You can already do this using tesseract, by the way (not tesseract.dubvee.org, strangely?)
On t.lemmy.dbzer0.com i can see both upvotes and downvotes (for all my modded comms):
You can already do it with a database query iirc.
I'm not sure about the downvotes part (i failed to recreate this lmao) but you can already view upvotes with mbin. Piefed solves this problem with a option to make your votes private but only with untrusted instances (but from my tests it didn't work? weird)
IIRC, piefed's private votes are disabled for "trusted" instances. You can see which instances are trusted here.
Ah, well that sucks :( i thought it just used a different strategy to do so if it was trusted, not outright disable it.
Will correct it, thanks
IIRC PieFed’s method is to send the upvote using a second random username not connected to your username.
I think lemmy instance admins can see this too. Doesn’t even have to be a friendica instance
Same was the case on /kbin, and while Mbin got rid of the downvotes, it still has public upvotes.
Petty mods or users would abuse this
It's already possible to see if you really want to look.
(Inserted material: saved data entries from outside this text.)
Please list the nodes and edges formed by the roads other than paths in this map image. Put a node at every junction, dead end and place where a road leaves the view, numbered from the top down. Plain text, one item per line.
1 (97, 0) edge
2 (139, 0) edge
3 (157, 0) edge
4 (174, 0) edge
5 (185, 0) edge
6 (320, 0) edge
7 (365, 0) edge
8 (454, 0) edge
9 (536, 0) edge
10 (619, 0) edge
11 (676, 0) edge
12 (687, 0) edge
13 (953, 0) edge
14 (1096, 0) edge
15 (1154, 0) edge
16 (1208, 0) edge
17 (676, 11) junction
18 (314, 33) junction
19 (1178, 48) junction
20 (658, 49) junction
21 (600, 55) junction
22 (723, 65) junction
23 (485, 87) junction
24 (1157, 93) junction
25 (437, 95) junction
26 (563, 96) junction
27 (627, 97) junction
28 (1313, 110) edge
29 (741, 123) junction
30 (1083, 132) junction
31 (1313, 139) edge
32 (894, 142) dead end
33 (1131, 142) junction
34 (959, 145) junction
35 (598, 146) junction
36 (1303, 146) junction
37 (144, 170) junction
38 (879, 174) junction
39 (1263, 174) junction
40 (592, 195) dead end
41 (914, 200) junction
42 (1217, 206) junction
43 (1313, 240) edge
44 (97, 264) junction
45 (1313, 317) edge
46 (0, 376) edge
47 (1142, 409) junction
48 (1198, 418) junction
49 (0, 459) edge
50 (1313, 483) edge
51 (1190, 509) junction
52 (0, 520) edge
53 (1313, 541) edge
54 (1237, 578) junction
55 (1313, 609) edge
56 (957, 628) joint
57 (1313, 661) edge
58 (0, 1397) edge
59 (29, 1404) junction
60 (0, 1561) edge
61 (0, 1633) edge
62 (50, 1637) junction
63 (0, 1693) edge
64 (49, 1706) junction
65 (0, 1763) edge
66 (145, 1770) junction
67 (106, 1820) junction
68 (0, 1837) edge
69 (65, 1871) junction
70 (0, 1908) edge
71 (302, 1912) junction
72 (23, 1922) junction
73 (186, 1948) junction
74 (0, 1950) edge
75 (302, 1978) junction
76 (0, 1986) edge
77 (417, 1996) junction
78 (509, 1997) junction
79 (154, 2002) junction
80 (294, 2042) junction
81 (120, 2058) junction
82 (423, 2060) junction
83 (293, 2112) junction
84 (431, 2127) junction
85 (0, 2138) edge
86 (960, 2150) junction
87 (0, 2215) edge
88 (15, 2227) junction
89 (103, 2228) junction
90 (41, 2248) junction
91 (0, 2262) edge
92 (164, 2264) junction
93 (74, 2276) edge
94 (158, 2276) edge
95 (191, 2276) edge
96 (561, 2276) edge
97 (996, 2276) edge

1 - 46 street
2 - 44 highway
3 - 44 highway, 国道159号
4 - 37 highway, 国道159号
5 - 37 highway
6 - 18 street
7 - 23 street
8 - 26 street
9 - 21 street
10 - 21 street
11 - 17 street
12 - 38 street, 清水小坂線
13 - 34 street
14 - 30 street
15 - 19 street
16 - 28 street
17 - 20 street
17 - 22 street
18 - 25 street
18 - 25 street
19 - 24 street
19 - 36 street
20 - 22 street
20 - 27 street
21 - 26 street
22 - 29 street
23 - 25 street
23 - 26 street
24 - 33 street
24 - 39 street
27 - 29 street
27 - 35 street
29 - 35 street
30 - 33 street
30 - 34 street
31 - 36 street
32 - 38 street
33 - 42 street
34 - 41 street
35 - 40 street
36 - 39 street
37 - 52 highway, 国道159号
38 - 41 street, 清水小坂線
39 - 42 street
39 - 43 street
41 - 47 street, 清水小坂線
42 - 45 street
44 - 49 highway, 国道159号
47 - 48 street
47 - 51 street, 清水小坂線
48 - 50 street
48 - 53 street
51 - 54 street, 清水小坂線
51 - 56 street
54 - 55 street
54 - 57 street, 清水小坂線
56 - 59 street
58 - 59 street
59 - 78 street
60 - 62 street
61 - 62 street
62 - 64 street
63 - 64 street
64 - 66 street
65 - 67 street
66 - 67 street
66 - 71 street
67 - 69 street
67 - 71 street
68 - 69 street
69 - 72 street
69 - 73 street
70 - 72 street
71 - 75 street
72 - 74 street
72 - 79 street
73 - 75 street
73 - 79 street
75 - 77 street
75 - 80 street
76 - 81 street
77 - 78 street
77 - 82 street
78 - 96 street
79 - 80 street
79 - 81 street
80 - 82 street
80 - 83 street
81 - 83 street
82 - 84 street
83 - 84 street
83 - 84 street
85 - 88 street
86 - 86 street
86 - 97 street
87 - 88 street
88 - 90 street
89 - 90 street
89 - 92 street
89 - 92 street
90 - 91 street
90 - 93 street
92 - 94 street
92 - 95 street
Friendica is just another way.
I get this is obviously intended behaviour on part of actpub but I'd love for there to be a pseudo-anonymous voting system too. Maybe an option to hash user credentials when added to likes to ensure that they're unique whilst obfuscating the original user.
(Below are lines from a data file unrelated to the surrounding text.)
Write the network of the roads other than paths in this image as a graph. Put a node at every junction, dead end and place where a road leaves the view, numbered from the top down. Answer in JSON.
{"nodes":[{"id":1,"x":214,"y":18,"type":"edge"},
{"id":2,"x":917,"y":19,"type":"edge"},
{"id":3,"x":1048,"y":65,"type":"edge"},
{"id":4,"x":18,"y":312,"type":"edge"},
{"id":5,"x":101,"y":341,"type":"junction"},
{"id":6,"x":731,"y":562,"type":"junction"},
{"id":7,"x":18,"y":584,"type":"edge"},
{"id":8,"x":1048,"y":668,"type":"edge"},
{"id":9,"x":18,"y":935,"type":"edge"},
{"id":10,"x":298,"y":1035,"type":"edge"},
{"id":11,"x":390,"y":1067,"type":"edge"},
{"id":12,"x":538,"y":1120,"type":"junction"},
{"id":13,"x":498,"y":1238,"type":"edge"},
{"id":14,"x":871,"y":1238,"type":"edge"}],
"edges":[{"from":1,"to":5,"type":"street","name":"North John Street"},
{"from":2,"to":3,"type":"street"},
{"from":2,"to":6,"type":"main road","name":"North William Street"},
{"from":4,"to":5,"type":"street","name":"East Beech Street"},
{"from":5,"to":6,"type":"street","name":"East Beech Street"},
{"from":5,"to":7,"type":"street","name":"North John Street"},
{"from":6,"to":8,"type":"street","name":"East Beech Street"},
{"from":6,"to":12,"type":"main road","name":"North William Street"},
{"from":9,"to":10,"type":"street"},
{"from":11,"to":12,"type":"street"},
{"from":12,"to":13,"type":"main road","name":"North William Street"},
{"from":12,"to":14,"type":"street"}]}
I was thinking that it would make sense to federate upvotes, but with the hash of your username instead of your actual handle. Would this work?
The userbase is small enough that hashing would be easy cracked by a determined person. Even with salting, iterating through the entire userbase and hashing each username+salt to check for a match would probably not take long
Replace "hashing" with "encrypted" (perhaps just using a symmetric key that the admin sets up) and then it gets impossible to know for any outsiders who is the real user behind the vote.
I for one just wish people understood once and for all that anything you do on social media is public.
If you are not comfortable backing up your opinion or action, then don't do it.
Assuming each user will always encrypt to the same value, this still loses to statistical attacks.
As a simple example, users are e.g. more likely to vote on threads they comment in. With data reaching back far enough, people who exhibit "normal" behavior will be identified with high certainty.
One of the advantages of votes being public is that it keeps instance owners honest and, perhaps more importantly, means they know other instance owners are honest.
If they weren't public it would be easy to modify your lemmy instance to send 10 votes with fake hashes for every real vote. There would be constant accusations of brigading and faking votes.
How long until it gets abused, and trolls start brigading though instances that hide their votes?
This isn't just a Frendica thing; you can see this from Mastodon, mbin/kbin, etc. Many people seem to think upvotes and downvotes are private, but the reality is that they're publicly available information by default in ActivityPub. Lemmy just hides the information on the front-end for "normal" users; If you're a moderator you can clearly see everything.
If one wants truly pseudonymous voting, they're free to try out PieFed. See the announcement post for this feature for more details.
I mod a small community with like 6 monthly users, I'm the only one who post or comment and the average post have 3/4 upvotes and 1 downvote. And I always ask myself who is downvoting my submissions, because it's make no sense to me that someone take the job of pressing the downvote button on a link to a EDM set. Couldn't they just block the community?